(Collected data)
BEGIN
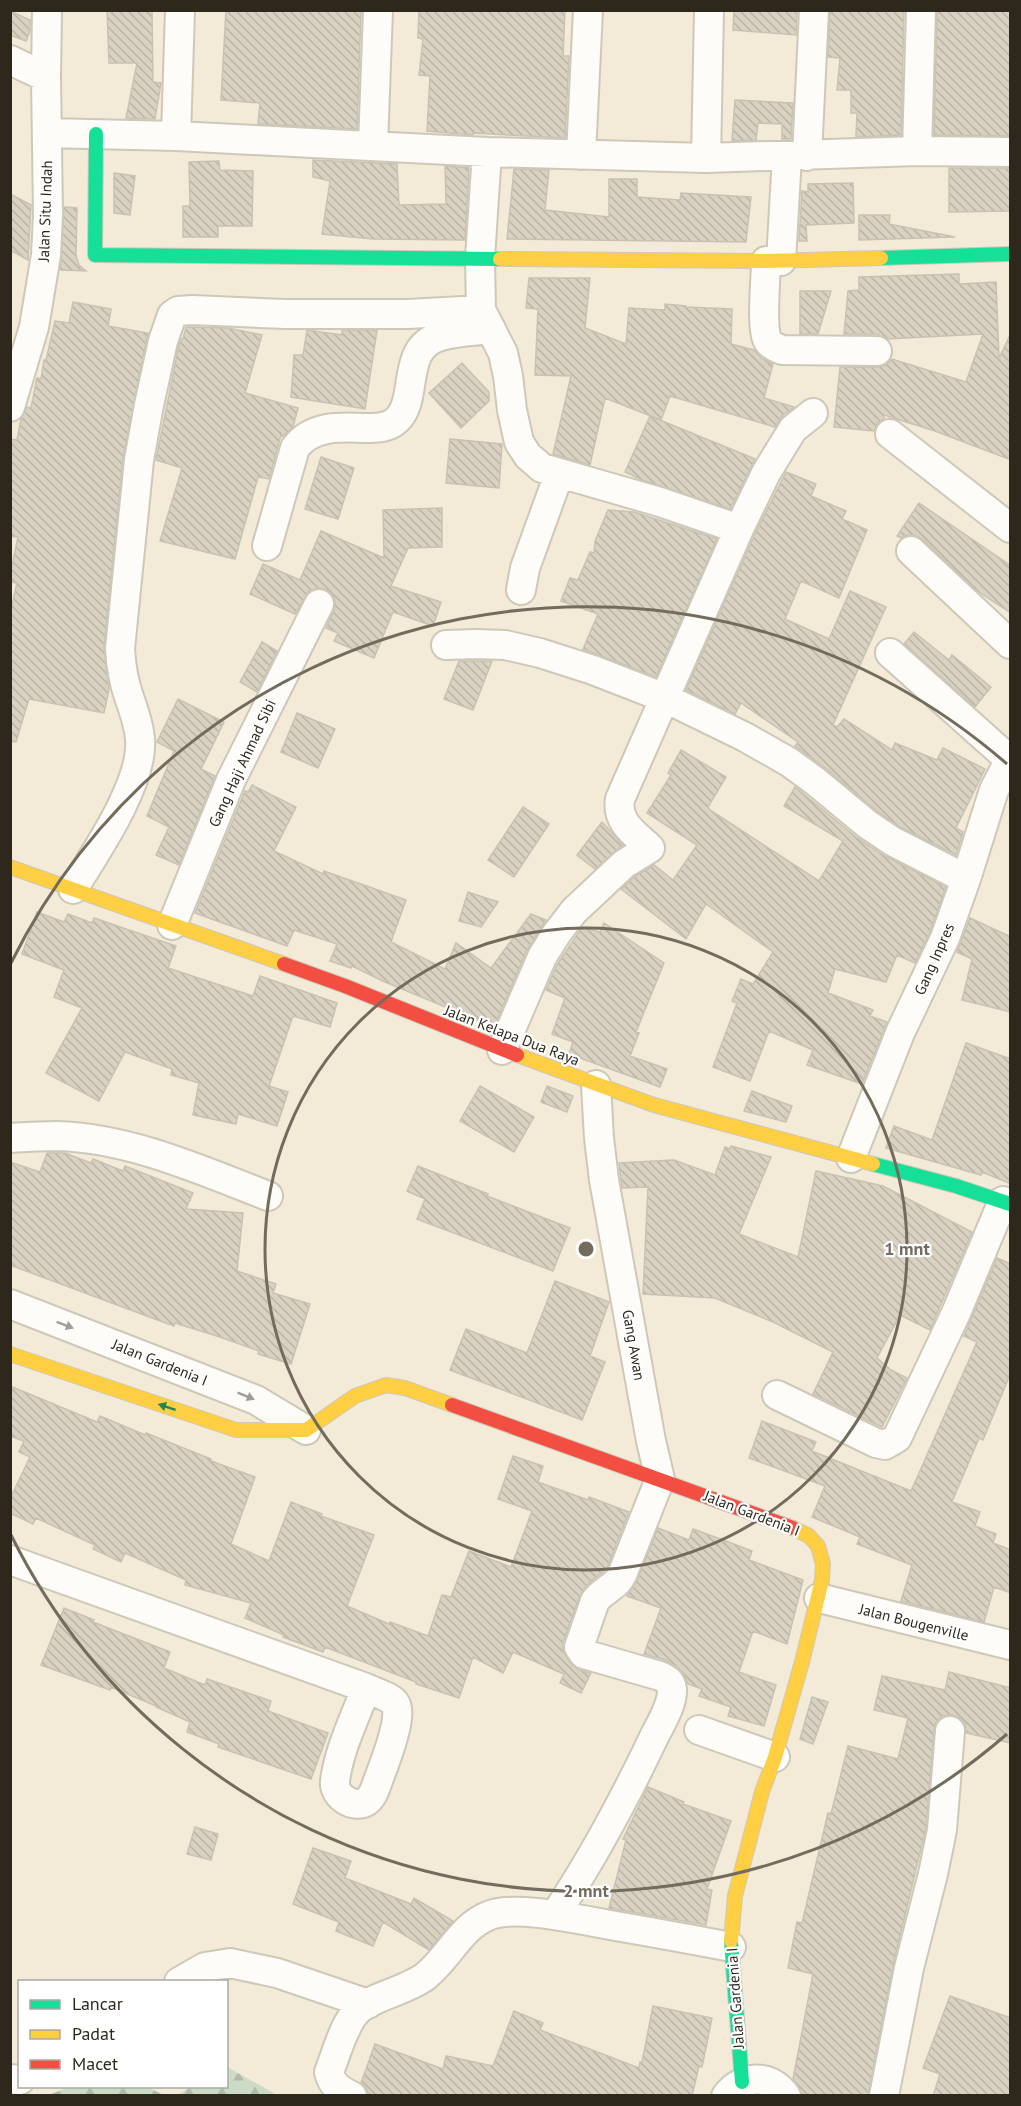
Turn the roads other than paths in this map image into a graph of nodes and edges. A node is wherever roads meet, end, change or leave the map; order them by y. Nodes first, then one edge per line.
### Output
1 (47, 10) edge
2 (180, 10) edge
3 (378, 10) edge
4 (588, 10) edge
5 (709, 10) edge
6 (814, 10) edge
7 (921, 10) edge
8 (10, 60) edge
9 (46, 77) junction
10 (47, 133) junction
11 (96, 134) junction
12 (176, 136) junction
13 (373, 146) junction
14 (917, 151) junction
15 (488, 152) junction
16 (1011, 152) edge
17 (581, 155) junction
18 (797, 156) junction
19 (706, 158) junction
20 (1011, 254) edge
21 (480, 258) junction
22 (773, 261) junction
23 (486, 320) junction
24 (877, 351) dead end
25 (10, 407) edge
26 (813, 413) dead end
27 (890, 434) dead end
28 (559, 474) junction
29 (1011, 528) edge
30 (739, 530) junction
31 (267, 546) dead end
32 (911, 551) dead end
33 (521, 590) dead end
34 (320, 604) dead end
35 (1011, 644) edge
36 (446, 645) dead end
37 (890, 653) dead end
38 (665, 698) junction
39 (1010, 759) edge
40 (10, 867) edge
41 (966, 879) junction
42 (73, 889) junction
43 (172, 925) junction
44 (502, 1050) junction
45 (596, 1085) junction
46 (10, 1138) edge
47 (851, 1158) junction
48 (268, 1196) dead end
49 (1007, 1202) edge
50 (10, 1304) edge
51 (10, 1354) edge
52 (777, 1395) dead end
53 (306, 1430) junction
54 (660, 1479) junction
55 (10, 1560) edge
56 (819, 1598) junction
57 (1011, 1645) edge
58 (366, 1688) dead end
59 (699, 1730) dead end
60 (950, 1731) dead end
61 (775, 1757) junction
62 (555, 1915) junction
63 (731, 1947) junction
64 (182, 1980) edge
65 (368, 2004) junction
66 (734, 2089) edge
67 (352, 2096) edge
68 (786, 2096) edge
69 (884, 2096) edge

1 - 9 street, Jalan Situ Indah
2 - 12 street
3 - 13 street
4 - 17 street
5 - 19 street
6 - 18 street
7 - 14 street
8 - 9 street
9 - 10 street, Jalan Situ Indah
10 - 11 street
10 - 25 street, Jalan Situ Indah
11 - 12 street
11 - 21 street
12 - 13 street
13 - 15 street
14 - 16 street
14 - 18 street
15 - 17 street
15 - 21 street
17 - 19 street
18 - 19 street
18 - 22 street
20 - 22 street
21 - 22 street
21 - 23 street
22 - 24 street
23 - 28 street
23 - 31 street
23 - 42 street
26 - 30 street
27 - 29 street
28 - 30 street
28 - 33 street
30 - 38 street
32 - 35 street
34 - 43 street, Gang Haji Ahmad Sibi
36 - 38 street
37 - 39 street
38 - 41 street
38 - 44 street
39 - 41 street, Gang Inpres
40 - 42 street, Jalan Kelapa Dua Raya
41 - 47 street, Gang Inpres
42 - 43 street, Jalan Kelapa Dua Raya
43 - 44 street, Jalan Kelapa Dua Raya
44 - 45 street, Jalan Kelapa Dua Raya
45 - 47 street, Jalan Kelapa Dua Raya
45 - 54 street, Gang Awan
46 - 48 street
47 - 49 street, Jalan Kelapa Dua Raya
49 - 52 street
50 -> 53 street, Jalan Gardenia I
53 -> 51 street
53 - 54 street, Jalan Gardenia I
54 - 56 street, Jalan Gardenia I
54 - 62 street
55 - 58 street
56 - 57 street, Jalan Bougenville
56 - 61 street, Jalan Gardenia I
59 - 61 street
60 - 69 street
61 - 63 street, Jalan Gardenia I
62 - 63 street
62 - 65 street
63 - 66 street, Jalan Gardenia I
64 - 65 street
65 - 67 street
66 - 68 street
END
Your objective :: Every entry is to be reproduced word for word, and no image is carried over.

Result of this task ::
Turn the roads other than paths in this map image into a graph of nodes and edges. A node is wherever roads meet, end, change or leave the map; order them by y. Nodes first, then one edge per line.
### Output
1 (47, 10) edge
2 (180, 10) edge
3 (378, 10) edge
4 (588, 10) edge
5 (709, 10) edge
6 (814, 10) edge
7 (921, 10) edge
8 (10, 60) edge
9 (46, 77) junction
10 (47, 133) junction
11 (96, 134) junction
12 (176, 136) junction
13 (373, 146) junction
14 (917, 151) junction
15 (488, 152) junction
16 (1011, 152) edge
17 (581, 155) junction
18 (797, 156) junction
19 (706, 158) junction
20 (1011, 254) edge
21 (480, 258) junction
22 (773, 261) junction
23 (486, 320) junction
24 (877, 351) dead end
25 (10, 407) edge
26 (813, 413) dead end
27 (890, 434) dead end
28 (559, 474) junction
29 (1011, 528) edge
30 (739, 530) junction
31 (267, 546) dead end
32 (911, 551) dead end
33 (521, 590) dead end
34 (320, 604) dead end
35 (1011, 644) edge
36 (446, 645) dead end
37 (890, 653) dead end
38 (665, 698) junction
39 (1010, 759) edge
40 (10, 867) edge
41 (966, 879) junction
42 (73, 889) junction
43 (172, 925) junction
44 (502, 1050) junction
45 (596, 1085) junction
46 (10, 1138) edge
47 (851, 1158) junction
48 (268, 1196) dead end
49 (1007, 1202) edge
50 (10, 1304) edge
51 (10, 1354) edge
52 (777, 1395) dead end
53 (306, 1430) junction
54 (660, 1479) junction
55 (10, 1560) edge
56 (819, 1598) junction
57 (1011, 1645) edge
58 (366, 1688) dead end
59 (699, 1730) dead end
60 (950, 1731) dead end
61 (775, 1757) junction
62 (555, 1915) junction
63 (731, 1947) junction
64 (182, 1980) edge
65 (368, 2004) junction
66 (734, 2089) edge
67 (352, 2096) edge
68 (786, 2096) edge
69 (884, 2096) edge

1 - 9 street, Jalan Situ Indah
2 - 12 street
3 - 13 street
4 - 17 street
5 - 19 street
6 - 18 street
7 - 14 street
8 - 9 street
9 - 10 street, Jalan Situ Indah
10 - 11 street
10 - 25 street, Jalan Situ Indah
11 - 12 street
11 - 21 street
12 - 13 street
13 - 15 street
14 - 16 street
14 - 18 street
15 - 17 street
15 - 21 street
17 - 19 street
18 - 19 street
18 - 22 street
20 - 22 street
21 - 22 street
21 - 23 street
22 - 24 street
23 - 28 street
23 - 31 street
23 - 42 street
26 - 30 street
27 - 29 street
28 - 30 street
28 - 33 street
30 - 38 street
32 - 35 street
34 - 43 street, Gang Haji Ahmad Sibi
36 - 38 street
37 - 39 street
38 - 41 street
38 - 44 street
39 - 41 street, Gang Inpres
40 - 42 street, Jalan Kelapa Dua Raya
41 - 47 street, Gang Inpres
42 - 43 street, Jalan Kelapa Dua Raya
43 - 44 street, Jalan Kelapa Dua Raya
44 - 45 street, Jalan Kelapa Dua Raya
45 - 47 street, Jalan Kelapa Dua Raya
45 - 54 street, Gang Awan
46 - 48 street
47 - 49 street, Jalan Kelapa Dua Raya
49 - 52 street
50 -> 53 street, Jalan Gardenia I
53 -> 51 street
53 - 54 street, Jalan Gardenia I
54 - 56 street, Jalan Gardenia I
54 - 62 street
55 - 58 street
56 - 57 street, Jalan Bougenville
56 - 61 street, Jalan Gardenia I
59 - 61 street
60 - 69 street
61 - 63 street, Jalan Gardenia I
62 - 63 street
62 - 65 street
63 - 66 street, Jalan Gardenia I
64 - 65 street
65 - 67 street
66 - 68 street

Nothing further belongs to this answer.